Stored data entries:
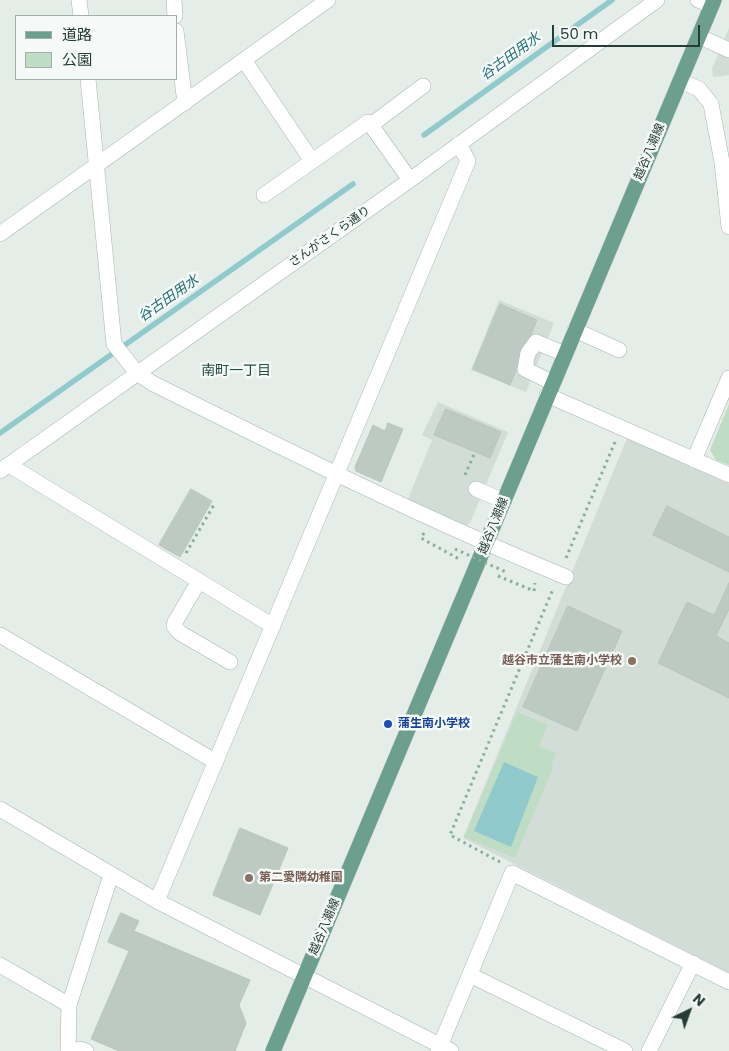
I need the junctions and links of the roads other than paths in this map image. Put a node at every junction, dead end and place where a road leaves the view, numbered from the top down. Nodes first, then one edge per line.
1 (80, 0) edge
2 (174, 0) edge
3 (328, 0) edge
4 (657, 0) edge
5 (708, 2) edge
6 (81, 15) edge
7 (175, 15) edge
8 (698, 36) junction
9 (178, 47) edge
10 (729, 50) edge
11 (244, 60) junction
12 (88, 80) edge
13 (680, 82) junction
14 (423, 86) dead end
15 (185, 103) junction
16 (371, 125) junction
17 (459, 144) junction
18 (312, 161) junction
19 (726, 162) edge
20 (97, 164) junction
21 (410, 180) junction
22 (264, 195) dead end
23 (728, 209) edge
24 (729, 227) edge
25 (0, 234) edge
26 (575, 330) junction
27 (620, 350) dead end
28 (565, 354) junction
29 (137, 373) junction
30 (729, 378) edge
31 (550, 389) junction
32 (694, 460) junction
33 (4, 468) edge
34 (337, 474) junction
35 (729, 475) edge
36 (476, 489) dead end
37 (504, 501) junction
38 (486, 544) junction
39 (563, 576) road end
40 (200, 581) junction
41 (273, 626) junction
42 (0, 635) edge
43 (230, 662) dead end
44 (216, 762) junction
45 (0, 809) edge
46 (110, 875) junction
47 (157, 901) junction
48 (692, 963) junction
49 (0, 965) edge
50 (470, 975) junction
51 (304, 977) junction
52 (729, 982) edge
53 (69, 1005) junction
54 (443, 1049) edge
55 (68, 1051) edge
56 (73, 1051) edge
57 (86, 1051) edge
58 (273, 1051) edge
59 (625, 1051) edge
60 (649, 1051) edge

1 - 6 street
2 - 7 street
3 - 11 street
4 - 17 street, さんがさくら通り
5 - 8 main road, 越谷八潮線
8 - 10 street
8 - 13 main road, 越谷八潮線
9 - 15 street
11 - 15 street
11 - 18 street
12 - 20 street
13 - 19 street
13 - 26 main road, 越谷八潮線
14 - 16 street
15 - 20 street
16 - 18 street
16 - 21 street
17 - 21 street, さんがさくら通り
17 - 34 street
18 - 22 street
19 - 23 street
20 - 25 street
20 - 29 street
21 - 29 street, さんがさくら通り
23 - 24 street
26 - 27 street
26 - 28 main road, 越谷八潮線
28 - 31 main road, 越谷八潮線
28 - 31 street
29 - 33 street, さんがさくら通り
29 - 34 street
30 - 32 street
31 - 32 street
31 - 37 main road, 越谷八潮線
32 - 35 street
33 - 40 street
34 - 38 street
34 - 41 street
36 - 37 street
37 - 38 main road, 越谷八潮線
38 - 39 street
38 - 51 main road, 越谷八潮線
40 - 41 street
40 - 43 street
41 - 44 street
42 - 44 street
44 - 47 street
45 - 46 street
46 - 47 street
46 - 53 street
47 - 51 street
48 - 50 street
48 - 52 street
48 - 60 street
49 - 53 street
50 - 54 street
50 - 59 street
51 - 54 street
51 - 58 main road, 越谷八潮線
53 - 55 street
56 - 57 street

• Exercise details:
The output should consist of the records above, reproduced exactly, without pictures.

• Answer section:
I need the junctions and links of the roads other than paths in this map image. Put a node at every junction, dead end and place where a road leaves the view, numbered from the top down. Nodes first, then one edge per line.
1 (80, 0) edge
2 (174, 0) edge
3 (328, 0) edge
4 (657, 0) edge
5 (708, 2) edge
6 (81, 15) edge
7 (175, 15) edge
8 (698, 36) junction
9 (178, 47) edge
10 (729, 50) edge
11 (244, 60) junction
12 (88, 80) edge
13 (680, 82) junction
14 (423, 86) dead end
15 (185, 103) junction
16 (371, 125) junction
17 (459, 144) junction
18 (312, 161) junction
19 (726, 162) edge
20 (97, 164) junction
21 (410, 180) junction
22 (264, 195) dead end
23 (728, 209) edge
24 (729, 227) edge
25 (0, 234) edge
26 (575, 330) junction
27 (620, 350) dead end
28 (565, 354) junction
29 (137, 373) junction
30 (729, 378) edge
31 (550, 389) junction
32 (694, 460) junction
33 (4, 468) edge
34 (337, 474) junction
35 (729, 475) edge
36 (476, 489) dead end
37 (504, 501) junction
38 (486, 544) junction
39 (563, 576) road end
40 (200, 581) junction
41 (273, 626) junction
42 (0, 635) edge
43 (230, 662) dead end
44 (216, 762) junction
45 (0, 809) edge
46 (110, 875) junction
47 (157, 901) junction
48 (692, 963) junction
49 (0, 965) edge
50 (470, 975) junction
51 (304, 977) junction
52 (729, 982) edge
53 (69, 1005) junction
54 (443, 1049) edge
55 (68, 1051) edge
56 (73, 1051) edge
57 (86, 1051) edge
58 (273, 1051) edge
59 (625, 1051) edge
60 (649, 1051) edge

1 - 6 street
2 - 7 street
3 - 11 street
4 - 17 street, さんがさくら通り
5 - 8 main road, 越谷八潮線
8 - 10 street
8 - 13 main road, 越谷八潮線
9 - 15 street
11 - 15 street
11 - 18 street
12 - 20 street
13 - 19 street
13 - 26 main road, 越谷八潮線
14 - 16 street
15 - 20 street
16 - 18 street
16 - 21 street
17 - 21 street, さんがさくら通り
17 - 34 street
18 - 22 street
19 - 23 street
20 - 25 street
20 - 29 street
21 - 29 street, さんがさくら通り
23 - 24 street
26 - 27 street
26 - 28 main road, 越谷八潮線
28 - 31 main road, 越谷八潮線
28 - 31 street
29 - 33 street, さんがさくら通り
29 - 34 street
30 - 32 street
31 - 32 street
31 - 37 main road, 越谷八潮線
32 - 35 street
33 - 40 street
34 - 38 street
34 - 41 street
36 - 37 street
37 - 38 main road, 越谷八潮線
38 - 39 street
38 - 51 main road, 越谷八潮線
40 - 41 street
40 - 43 street
41 - 44 street
42 - 44 street
44 - 47 street
45 - 46 street
46 - 47 street
46 - 53 street
47 - 51 street
48 - 50 street
48 - 52 street
48 - 60 street
49 - 53 street
50 - 54 street
50 - 59 street
51 - 54 street
51 - 58 main road, 越谷八潮線
53 - 55 street
56 - 57 street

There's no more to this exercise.